CART: Tracy starts season with 20th victory

? Winning races isn’t new to Paul Tracy. Getting off to a fast start in the points race is.

Tracy did both Sunday, taking control midway through the inaugural St. Petersburg Grand Prix and driving away with the victory.

The winningest active driver in CART’s Champ Car World Series, Tracy earned his 20th win in the season-opening race on the temporary 1.806-mile, 14-turn downtown street circuit.

More important, he came away with 21 points — 20 for winning the race and one for leading the most laps.

“I am usually a slow starter. Normally it takes me four or five races to get a point, and you’re 60-70 points behind by then,” Tracy said.

The 34-year-old Canadian, making his first start for Team Player’s, passed rookie Tiago Monteiro for the lead on lap 35 and stayed out front to the end of the 105-lap event.

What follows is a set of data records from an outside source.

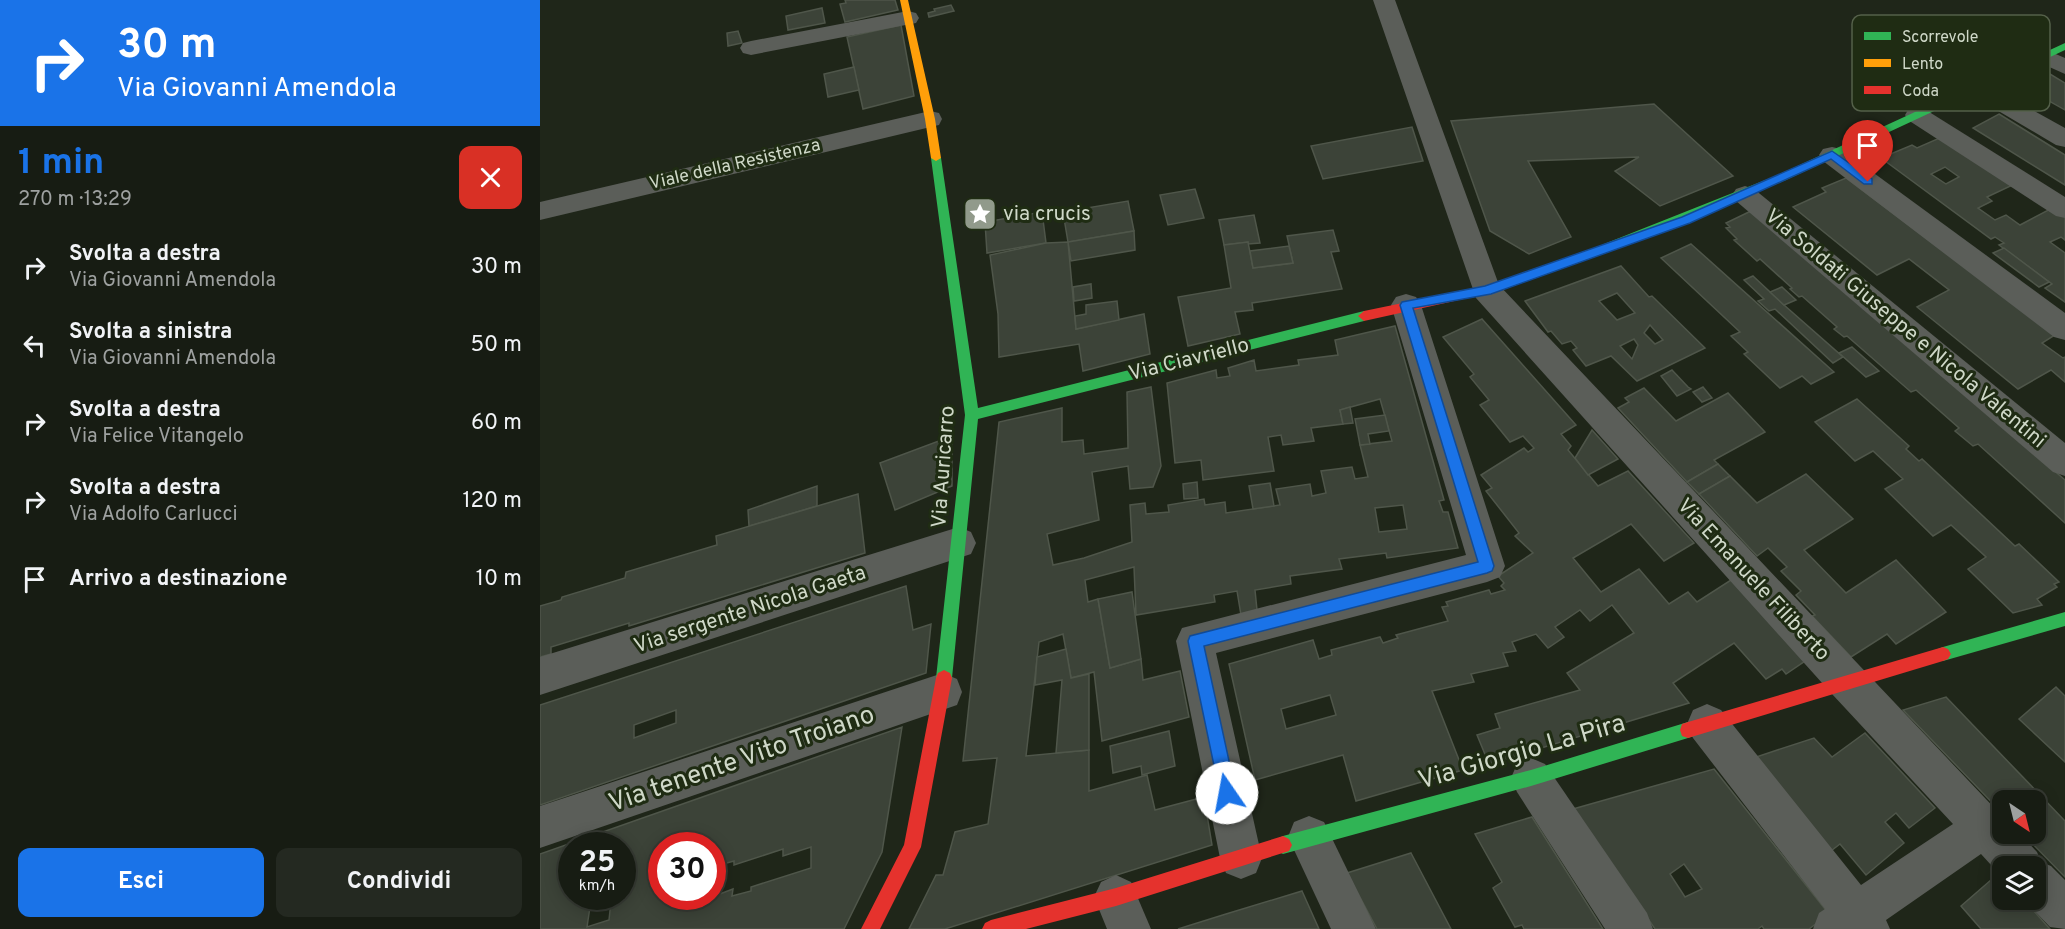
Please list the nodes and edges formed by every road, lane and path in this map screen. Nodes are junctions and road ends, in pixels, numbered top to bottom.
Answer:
1 (1384, 0) edge
2 (906, 9) edge
3 (751, 48) dead end
4 (2055, 51) edge
5 (2065, 67) edge
6 (1926, 111) edge
7 (2015, 111) edge
8 (1917, 115) junction
9 (930, 119) junction
10 (2065, 140) edge
11 (1832, 154) junction
12 (1745, 195) junction
13 (2065, 209) edge
14 (540, 211) edge
15 (1486, 290) junction
16 (1406, 305) junction
17 (2065, 329) edge
18 (972, 415) junction
19 (2065, 462) edge
20 (959, 543) junction
21 (2065, 619) edge
22 (540, 676) edge
23 (1846, 681) junction
24 (943, 692) junction
25 (1707, 724) junction
26 (1530, 778) junction
27 (540, 827) edge
28 (1984, 827) junction
29 (1309, 837) junction
30 (2012, 856) edge
31 (1241, 858) junction
32 (2046, 892) edge
33 (2065, 912) edge
34 (1123, 913) edge
35 (1853, 924) edge
36 (870, 929) edge
37 (991, 929) edge
38 (1354, 929) edge
39 (1631, 929) edge

1 - 15 street
2 - 3 street
2 - 9 street, Via Auricarro
4 - 5 street
6 - 8 street, Via Ciavriello
7 - 10 street
8 - 11 street, Via Ciavriello
8 - 13 street
9 - 14 street, Viale della Resistenza
9 - 18 street, Via Auricarro
11 - 12 street, Via Ciavriello
11 - 17 street
12 - 15 street, Via Ciavriello
12 - 19 street, Via Soldati Giuseppe e Nicola Valentini
15 - 16 street, Via Ciavriello
15 - 23 street, Via Emanuele Filiberto
16 - 18 street, Via Ciavriello
16 - 31 street
18 - 20 street, Via Auricarro
20 - 22 street, Via sergente Nicola Gaeta
20 - 24 street, Via Auricarro
21 - 23 street, Via Giorgio La Pira
23 - 25 street, Via Giorgio La Pira
23 - 28 street, Via Emanuele Filiberto
24 - 27 street, Via tenente Vito Troiano
24 - 36 street, Via Auricarro
25 - 26 street, Via Giorgio La Pira
25 - 35 street
26 - 29 street, Via Giorgio La Pira
26 - 39 street
28 - 30 street, Via Emanuele Filiberto
28 - 35 street
29 - 31 street, Via Giorgio La Pira
29 - 38 street
31 - 34 street, Via Giorgio La Pira
32 - 33 street
34 - 37 street, Via Giorgio La Pira

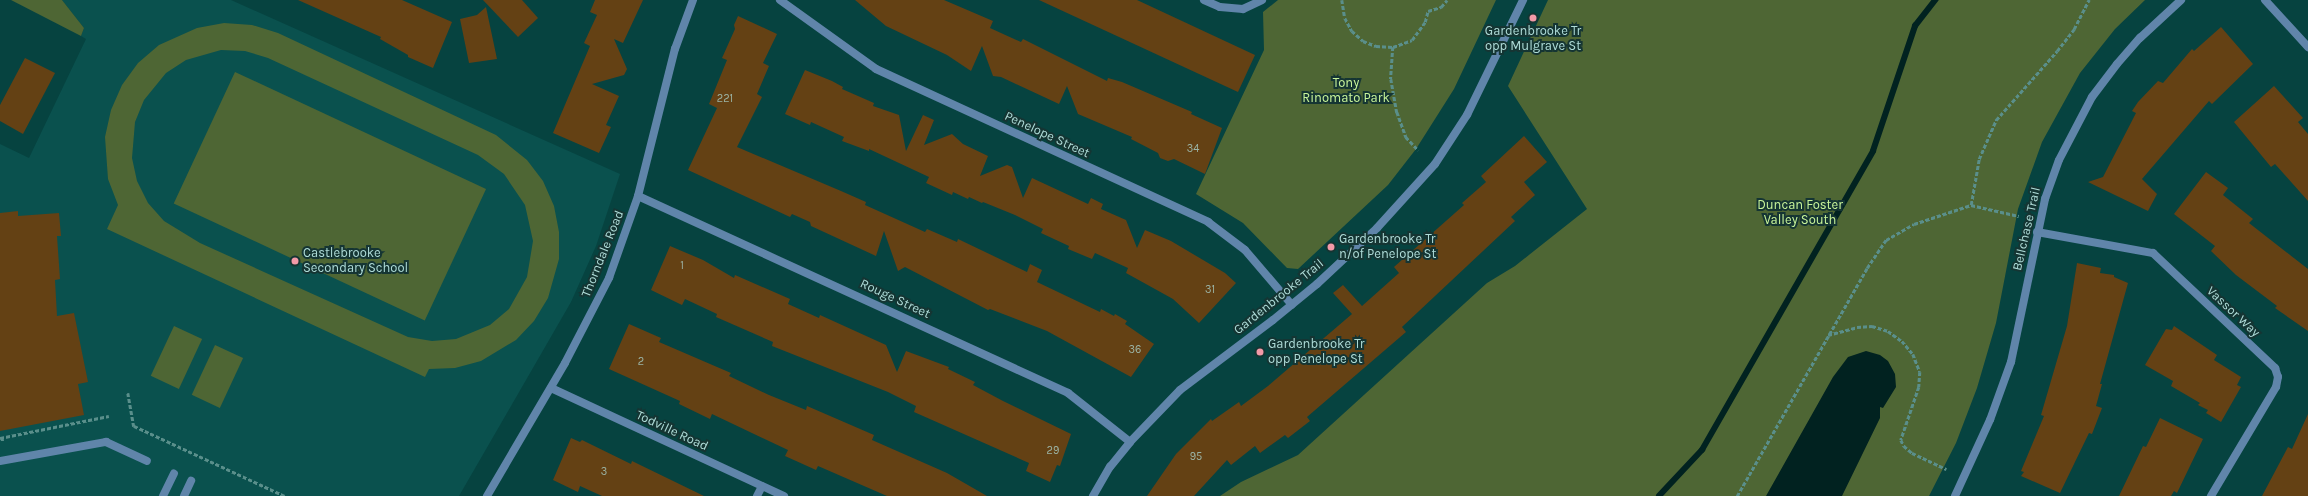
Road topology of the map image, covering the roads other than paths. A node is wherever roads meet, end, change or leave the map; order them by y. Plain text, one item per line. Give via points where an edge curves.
1 (693, 0) edge
2 (780, 0) edge
3 (1204, 0) edge
4 (1262, 0) edge
5 (1523, 0) edge
6 (2181, 0) edge
7 (2266, 0) edge
8 (2308, 47) edge
9 (638, 196) junction
10 (2038, 232) junction
11 (1292, 305) junction
12 (551, 388) junction
13 (1130, 442) junction
14 (0, 461) edge
15 (147, 461) dead end
16 (174, 473) dead end
17 (191, 481) dead end
18 (762, 486) junction
19 (163, 496) edge
20 (184, 496) edge
21 (487, 496) edge
22 (756, 496) edge
23 (784, 496) edge
24 (1093, 496) edge
25 (1955, 496) edge
26 (2211, 496) edge

1 - 9 street, Thorndale Road via 676,49
2 - 11 street, Penelope Street via 876,70 1208,222 1245,250
3 - 4 street via 1220,7 1243,9
5 - 11 street, Gardenbrooke Trail via 1467,115 1435,164 1377,228
6 - 10 street, Bellchase Trail via 2140,38 2092,98 2059,160 2045,199
7 - 8 street
9 - 12 street, Thorndale Road via 609,278
9 - 13 street, Rouge Street via 1068,393
10 - 25 street, Bellchase Trail via 2011,362 1990,420
10 - 26 street, Vassor Way via 2153,253 2275,368 2278,376 2276,387
11 - 13 street, Gardenbrooke Trail via 1180,390
12 - 18 street, Todville Road
12 - 21 street, Thorndale Road
13 - 24 street, Gardenbrooke Trail via 1110,467
14 - 15 street via 106,442
16 - 19 street
17 - 20 street
18 - 22 street
18 - 23 street, Todville Road

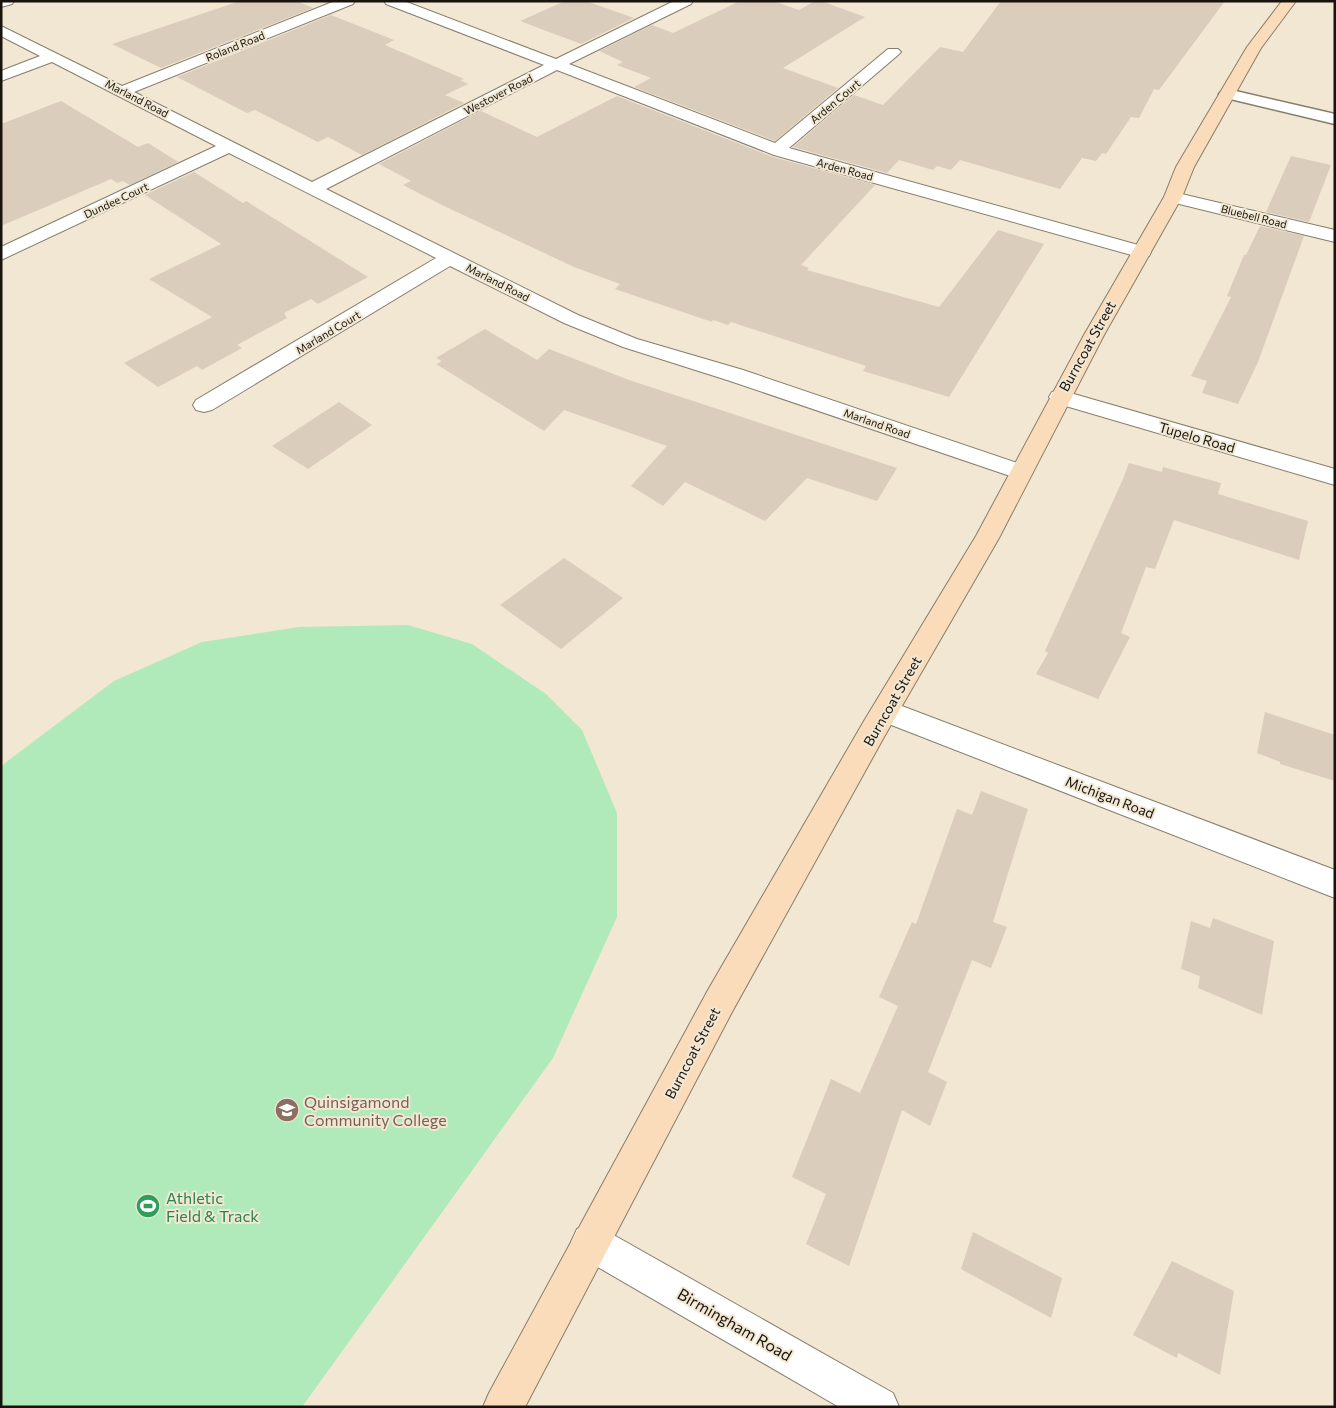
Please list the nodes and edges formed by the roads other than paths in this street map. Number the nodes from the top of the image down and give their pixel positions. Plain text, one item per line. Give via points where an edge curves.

Tracy, who has failed to finish better than third in the championship in 12 seasons, is considered the favorite in 2003. He will take the points lead into the next race, March 23 in Monterrey, Mexico.

“I hope we don’t fall on our faces next race,” he said. “I’ve won just about everything, but not a championship.”

Michel Jourdain Jr. finished second, but never challenged for the lead and was 12.136 seconds — several hundred yards — behind Tracy at the end.

Paul Tracy leads the field down the back stretch en route to winning the St. Petersburg Grand Prix. Tracy won the first race of the CART season Sunday at St. Petersburg, Fla.

Bruno Junqueira was third despite losing ground when his crew had trouble with his right-rear tire on his first pit stop and late-race brake problems.

Junqueira, second in last year’s championship to Cristiano da Matta — now in Formula One — was followed by Mario Haberfeld, the best finisher among nine rookies in the 19-car field.

Roberto Moreno, who had no ride last year and, at 44, the oldest driver in the field, finished fifth.

Jimmy Vasser, in sixth, was the top American finisher, with Monteiro seventh.

Rookie Sebastien Bourdais, who was so impressive in winning the pole, led the first 30 laps. He hit a concrete wall, though, breaking his left-rear suspension and flattening a tire. He finished 11th.